Фотография, где была снята Рубцова с двумя англичанами. Один из них, правда, оказался прогрессивным журналистом, но второй — одним из подручных небезызвестного Локкарта. Этот изрядно пожелтевший фотодокумент был найден в бумагах Рубцовой. И, взглянув на него, Мамедов уже не сомневался, что эта женщина действительно шпионка. И очень опытная, раз столько лет оставалась нераскрытой. И опять не задумался Мамедов над тем, что опытная разведчица не стала бы у себя хранить уличающий ее документ.
Важные показания дал Бекбулаев. Он сказал, что, во-первых, она часто слушала передачи на иностранном языке. Как-то его, Бекбулаева, жена зашла к Рубцовой за чем-то вечером и успела услышать несколько фраз, возможно, по-английски. Рубцова растерялась и тотчас же приемник выключила.

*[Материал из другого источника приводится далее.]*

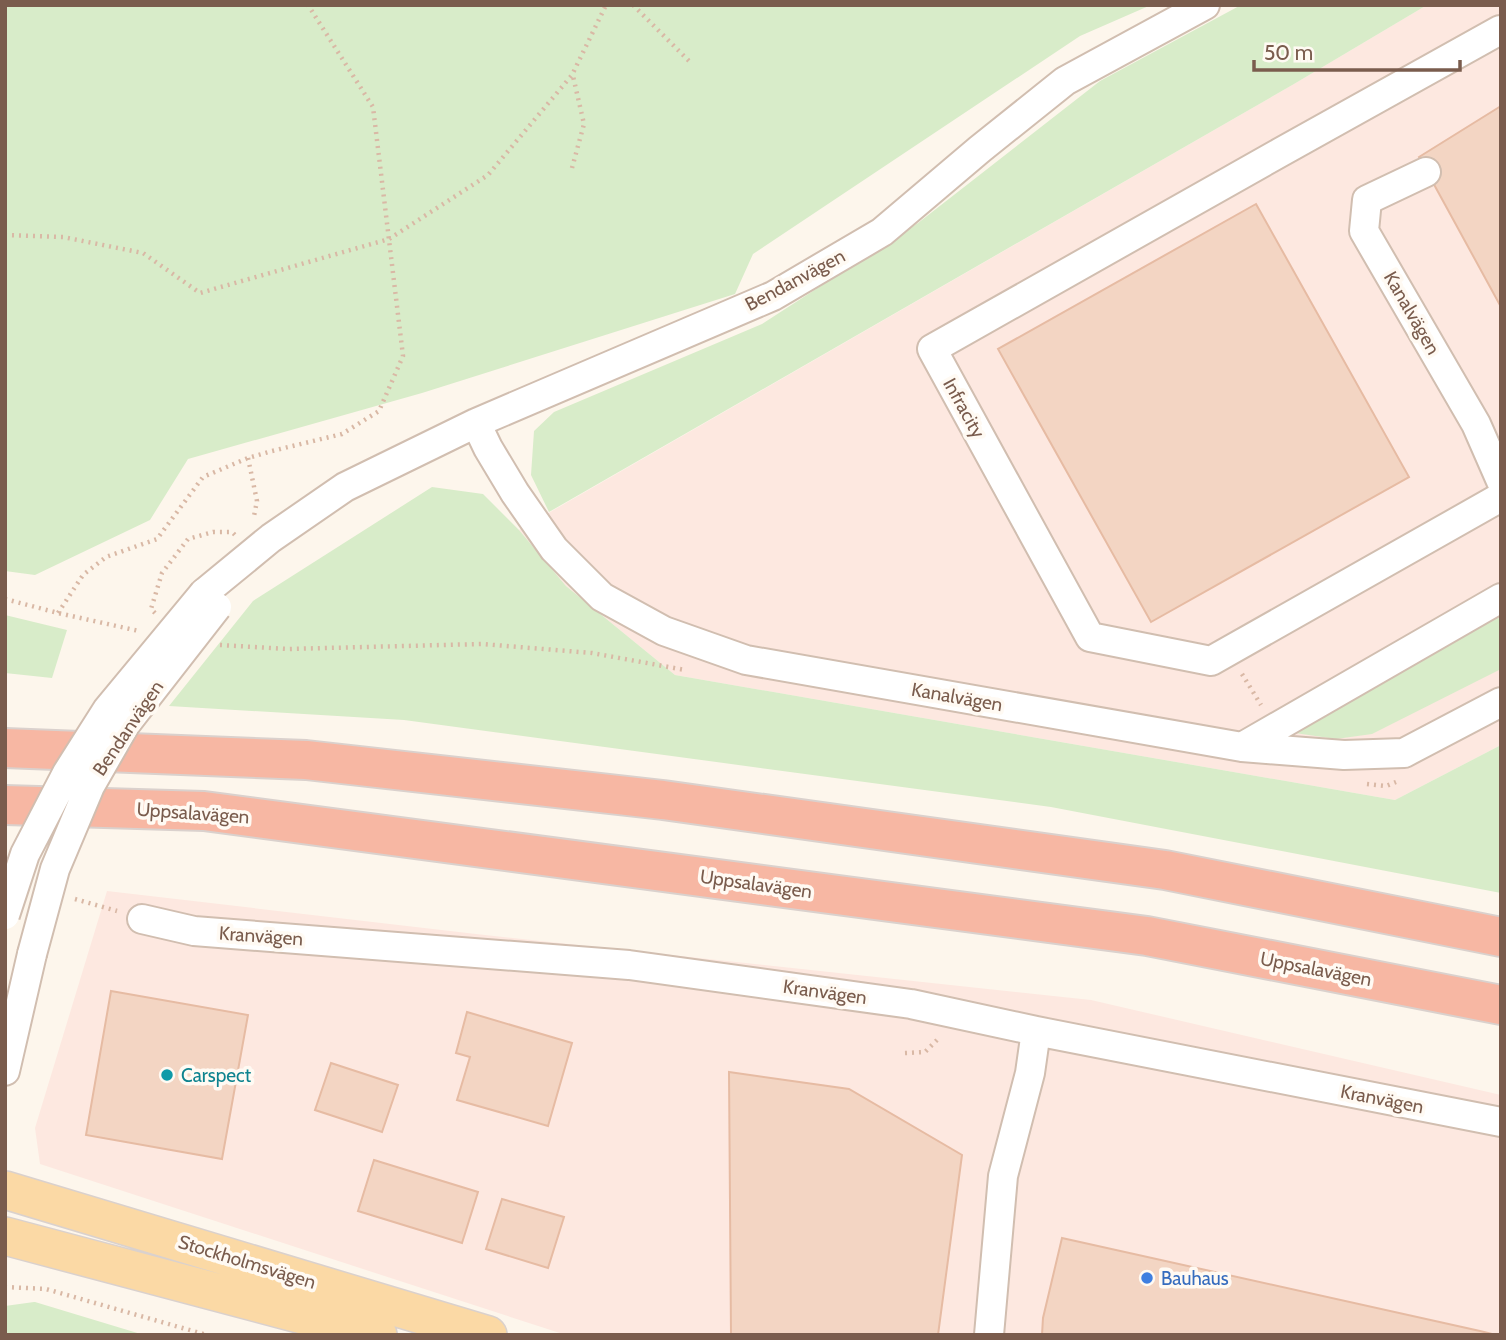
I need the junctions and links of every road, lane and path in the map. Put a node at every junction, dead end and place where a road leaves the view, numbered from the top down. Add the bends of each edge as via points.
1 (309, 5) edge
2 (606, 5) edge
3 (632, 5) edge
4 (1205, 5) edge
5 (1500, 30) edge
6 (689, 61) dead end
7 (572, 75) junction
8 (572, 168) dead end
9 (1426, 172) dead end
10 (5, 234) edge
11 (389, 239) junction
12 (476, 423) junction
13 (1501, 481) edge
14 (1501, 496) edge
15 (241, 540) dead end
16 (1501, 598) edge
17 (5, 599) edge
18 (210, 600) junction
19 (58, 613) junction
20 (159, 620) dead end
21 (146, 632) dead end
22 (212, 645) dead end
23 (1229, 651) junction
24 (687, 670) dead end
25 (1501, 702) edge
26 (1262, 707) dead end
27 (1242, 747) junction
28 (5, 748) edge
29 (5, 805) edge
30 (5, 915) edge
31 (142, 919) dead end
32 (1501, 937) edge
33 (1501, 1005) edge
34 (1036, 1031) junction
35 (944, 1032) dead end
36 (905, 1054) dead end
37 (5, 1071) edge
38 (1501, 1122) edge
39 (5, 1190) edge
40 (5, 1236) edge
41 (5, 1287) edge
42 (207, 1335) edge
43 (378, 1335) edge
44 (488, 1335) edge
45 (989, 1335) edge

1 - 11 path via 373,107
2 - 7 path
3 - 6 path
4 - 12 street, Bendanvägen via 1065,81 882,232 773,296
5 - 23 street, Infracity via 932,349 1090,637 1211,661
7 - 8 path via 584,124
7 - 11 path via 488,175
9 - 13 street, Kanalvägen via 1367,200 1364,231 1476,424
10 - 11 path via 63,237 143,253 200,293
11 - 19 path via 402,356 379,411 342,434 248,458 203,477 157,539 106,557 83,575
12 - 18 street, Bendanvägen via 345,487 271,538
12 - 27 street, Kanalvägen via 515,493 554,549 602,597 664,631 746,660
14 - 23 street, Infracity
15 - 20 path via 232,532 188,539 162,573 151,609
16 - 27 street
17 - 19 path
18 - 30 street, Bendanvägen, bridge via 107,710 66,773 25,854
18 - 37 street, Bendanvägen, bridge via 125,725 90,786 55,869
19 - 21 path
22 - 24 path via 288,649 482,644 592,653
23 - 26 path
25 - 27 street, Kanalvägen via 1404,753 1344,755
28 - 32 highway via 306,760 663,800 1165,870
29 - 33 highway, Uppsalavägen via 204,811 1133,934
31 - 34 street, Kranvägen via 194,931 629,965 911,1004
34 - 38 street, Kranvägen
34 - 45 street via 1003,1176
35 - 36 path via 925,1052
39 - 44 main road, Stockholmsvägen
40 - 43 main road, Stockholmsvägen
41 - 42 path via 46,1289

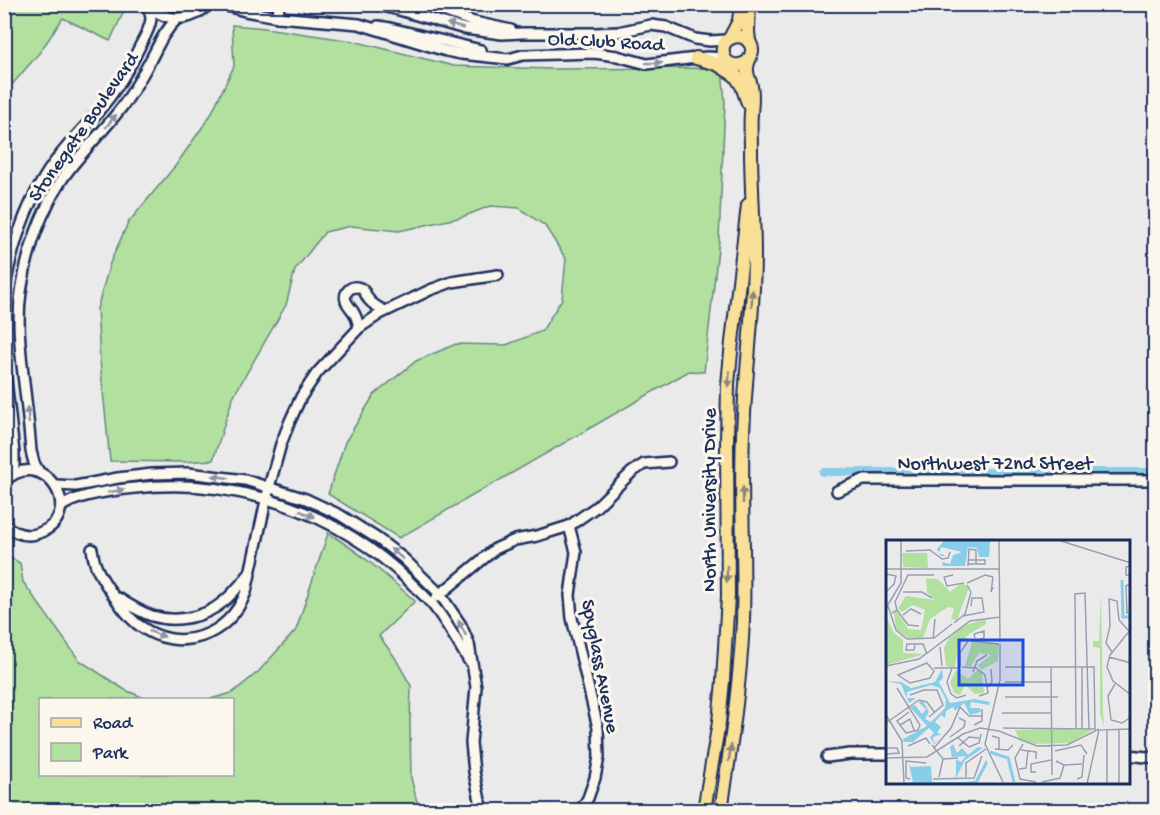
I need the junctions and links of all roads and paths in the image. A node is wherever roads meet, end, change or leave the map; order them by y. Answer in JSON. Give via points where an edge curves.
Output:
{"nodes":[{"id":1,"x":279,"y":4,"type":"edge"},
{"id":2,"x":374,"y":4,"type":"edge"},
{"id":3,"x":424,"y":4,"type":"edge"},
{"id":4,"x":741,"y":4,"type":"edge"},
{"id":5,"x":749,"y":4,"type":"edge"},
{"id":6,"x":147,"y":5,"type":"edge"},
{"id":7,"x":209,"y":5,"type":"edge"},
{"id":8,"x":408,"y":12,"type":"junction"},
{"id":9,"x":278,"y":17,"type":"junction"},
{"id":10,"x":177,"y":19,"type":"junction"},
{"id":11,"x":359,"y":24,"type":"junction"},
{"id":12,"x":403,"y":31,"type":"junction"},
{"id":13,"x":522,"y":33,"type":"junction"},
{"id":14,"x":555,"y":33,"type":"junction"},
{"id":15,"x":729,"y":39,"type":"junction"},
{"id":16,"x":749,"y":42,"type":"junction"},
{"id":17,"x":554,"y":54,"type":"junction"},
{"id":18,"x":523,"y":55,"type":"junction"},
{"id":19,"x":696,"y":58,"type":"junction"},
{"id":20,"x":726,"y":60,"type":"junction"},
{"id":21,"x":747,"y":62,"type":"junction"},
{"id":22,"x":128,"y":72,"type":"junction"},
{"id":23,"x":735,"y":76,"type":"junction"},
{"id":24,"x":139,"y":79,"type":"junction"},
{"id":25,"x":751,"y":114,"type":"junction"},
{"id":26,"x":751,"y":189,"type":"junction"},
{"id":27,"x":498,"y":275,"type":"dead end"},
{"id":28,"x":4,"y":293,"type":"edge"},
{"id":29,"x":385,"y":312,"type":"junction"},
{"id":30,"x":359,"y":327,"type":"junction"},
{"id":31,"x":4,"y":361,"type":"edge"},
{"id":32,"x":669,"y":462,"type":"dead end"},
{"id":33,"x":39,"y":472,"type":"junction"},
{"id":34,"x":8,"y":478,"type":"edge"},
{"id":35,"x":1155,"y":480,"type":"edge"},
{"id":36,"x":56,"y":485,"type":"junction"},
{"id":37,"x":269,"y":487,"type":"junction"},
{"id":38,"x":837,"y":491,"type":"dead end"},
{"id":39,"x":267,"y":499,"type":"junction"},
{"id":40,"x":61,"y":507,"type":"junction"},
{"id":41,"x":4,"y":524,"type":"edge"},
{"id":42,"x":569,"y":526,"type":"junction"},
{"id":43,"x":92,"y":549,"type":"dead end"},
{"id":44,"x":250,"y":572,"type":"junction"},
{"id":45,"x":440,"y":594,"type":"junction"},
{"id":46,"x":115,"y":596,"type":"junction"},
{"id":47,"x":431,"y":603,"type":"junction"},
{"id":48,"x":472,"y":666,"type":"junction"},
{"id":49,"x":886,"y":754,"type":"edge"},
{"id":50,"x":1130,"y":755,"type":"edge"},
{"id":51,"x":826,"y":757,"type":"dead end"},
{"id":52,"x":1155,"y":758,"type":"edge"},
{"id":53,"x":482,"y":810,"type":"edge"},
{"id":54,"x":581,"y":810,"type":"edge"},
{"id":55,"x":704,"y":810,"type":"edge"},
{"id":56,"x":721,"y":810,"type":"edge"}],
"edges":[{"from":1,"to":9,"type":"street"},
{"from":2,"to":8,"type":"street","name":"Old Club Road"},
{"from":3,"to":13,"type":"street","name":"Old Club Road","via":[[474,22]]},
{"from":4,"to":15,"type":"main road","via":[[739,21]]},
{"from":5,"to":16,"type":"main road"},
{"from":6,"to":10,"type":"street","via":[[160,15]]},
{"from":6,"to":22,"type":"street","name":"Stonegate Boulevard","via":[[151,18],[148,29]]},
{"from":7,"to":9,"type":"street","name":"Old Club Road"},
{"from":7,"to":10,"type":"street","via":[[201,12]]},
{"from":8,"to":12,"type":"street"},
{"from":13,"to":8,"type":"street","name":"Old Club Road","one_way":true,"via":[[465,29]]},
{"from":9,"to":11,"type":"street","name":"Old Club Road"},
{"from":10,"to":24,"type":"street","name":"Stonegate Boulevard"},
{"from":11,"to":12,"type":"street","name":"Old Club Road"},
{"from":11,"to":18,"type":"street","name":"Old Club Road","via":[[454,53],[508,59]]},
{"from":12,"to":18,"type":"street","name":"Old Club Road","via":[[475,50]]},
{"from":13,"to":14,"type":"street","name":"Old Club Road"},
{"from":14,"to":15,"type":"street","name":"Old Club Road","via":[[618,32],[651,25],[695,39]]},
{"from":14,"to":17,"type":"street"},
{"from":15,"to":16,"type":"main road","via":[[742,37]]},
{"from":15,"to":20,"type":"main road","via":[[722,50]]},
{"from":16,"to":21,"type":"main road","via":[[752,54]]},
{"from":17,"to":18,"type":"street","name":"Old Club Road"},
{"from":17,"to":19,"type":"street","name":"Old Club Road","one_way":true,"via":[[594,53],[647,64]]},
{"from":19,"to":20,"type":"street","name":"Old Club Road"},
{"from":19,"to":23,"type":"main road","via":[[717,64]]},
{"from":20,"to":21,"type":"main road","via":[[735,66]]},
{"from":20,"to":23,"type":"main road"},
{"from":21,"to":25,"type":"main road","name":"North University Drive","via":[[753,100]]},
{"from":22,"to":24,"type":"street"},
{"from":22,"to":28,"type":"street","name":"Stonegate Boulevard","via":[[46,174],[16,237]]},
{"from":23,"to":25,"type":"main road"},
{"from":33,"to":24,"type":"street","name":"Stonegate Boulevard","one_way":true,"via":[[32,451],[20,348],[21,293],[27,265],[41,218],[61,181],[108,125]]},
{"from":25,"to":26,"type":"main road","name":"North University Drive"},
{"from":26,"to":55,"type":"main road","name":"North University Drive","one_way":true,"via":[[728,384],[728,596],[723,681]]},
{"from":56,"to":26,"type":"main road","name":"North University Drive","one_way":true,"via":[[734,725],[743,620],[743,435],[754,262]]},
{"from":27,"to":29,"type":"street","via":[[452,282]]},
{"from":29,"to":30,"type":"street"},
{"from":29,"to":30,"type":"street","via":[[360,288],[350,289],[345,298]]},
{"from":30,"to":37,"type":"street","via":[[317,373],[302,397],[281,444]]},
{"from":31,"to":34,"type":"street","via":[[14,459]]},
{"from":32,"to":42,"type":"street","via":[[644,464],[632,471],[596,507]]},
{"from":33,"to":34,"type":"street","via":[[24,471]]},
{"from":33,"to":36,"type":"street"},
{"from":35,"to":38,"type":"street","name":"Northwest 72nd Street","via":[[863,480]]},
{"from":37,"to":36,"type":"street","one_way":true,"via":[[188,473]]},
{"from":36,"to":40,"type":"street"},
{"from":37,"to":39,"type":"street"},
{"from":45,"to":37,"type":"street","one_way":true,"via":[[403,558],[340,515]]},
{"from":40,"to":39,"type":"street","one_way":true,"via":[[78,498],[153,486],[216,488]]},
{"from":39,"to":44,"type":"street"},
{"from":39,"to":47,"type":"street","one_way":true,"via":[[302,511],[369,548]]},
{"from":40,"to":41,"type":"street","via":[[50,527],[34,535],[20,534]]},
{"from":42,"to":45,"type":"street","via":[[495,549]]},
{"from":42,"to":54,"type":"street","name":"Spyglass Avenue","via":[[576,552],[570,596],[572,618],[598,728],[595,778]]},
{"from":43,"to":46,"type":"street","via":[[99,572]]},
{"from":44,"to":46,"type":"street","via":[[222,603],[189,617],[152,616]]},
{"from":46,"to":44,"type":"street","one_way":true,"via":[[125,612],[150,633],[191,639],[204,636],[230,618],[242,603]]},
{"from":45,"to":47,"type":"street"},
{"from":48,"to":45,"type":"street","one_way":true,"via":[[461,625]]},
{"from":47,"to":48,"type":"street"},
{"from":48,"to":53,"type":"street","via":[[476,687],[471,743]]},
{"from":49,"to":51,"type":"street"},
{"from":50,"to":52,"type":"street"}]}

Раза два и сам Бекбулаев слышал, что Рубцова слушает заграницу. И, кто знает, может быть, она ловила станцию, которая передавала ей какие-то зашифрованные инструкции. Правда, никаких передатчиков в конфискованном приемнике не оказалось, но это еще ни о чем не говорит.
А потом был вызван один из сослуживцев Рубцовой — преподаватель черчения Бельский. Он сказал, что она вела в школе антисоветские разговоры и года два назад, возмущаясь арестом врага народа, который, кстати, был другом ее мужа, прямо говорила, что это террористический акт.
И, наконец, показания бухгалтера Мультина. Он знал, оказывается, Рубцову очень давно. Встречался с ней в Приморске еще в двадцатом году. Он тоже был оставлен на подпольной работе. Мультин прямо заявил, что Рубцова уже тогда была связана с иностранной разведкой. Ее часто можно было видеть в обществе английских и французских офицеров, и освобождением мужа она обязана только тем услугам, которые оказывала «союзникам». А налет на тюрьму — просто инсценировка, одна видимость, так как англичане не хотели расконспирировать своего агента.
Несколько раз во время следствия приходил к Мамедову Бекбулаев. И каждый раз с новыми данными. Мамедов был очень доволен — вот что значит, когда человек предан. Как старается помочь.
А тот все ходил и ходил к Мамедову и давал все новые и новые «важные» показания. Называл людей, которые-де, не решаясь идти прямо в управление, сообщали кое-что о Рубцовой ему. В частности, о самом комиссаре Рубцове. Уж очень странно он умер.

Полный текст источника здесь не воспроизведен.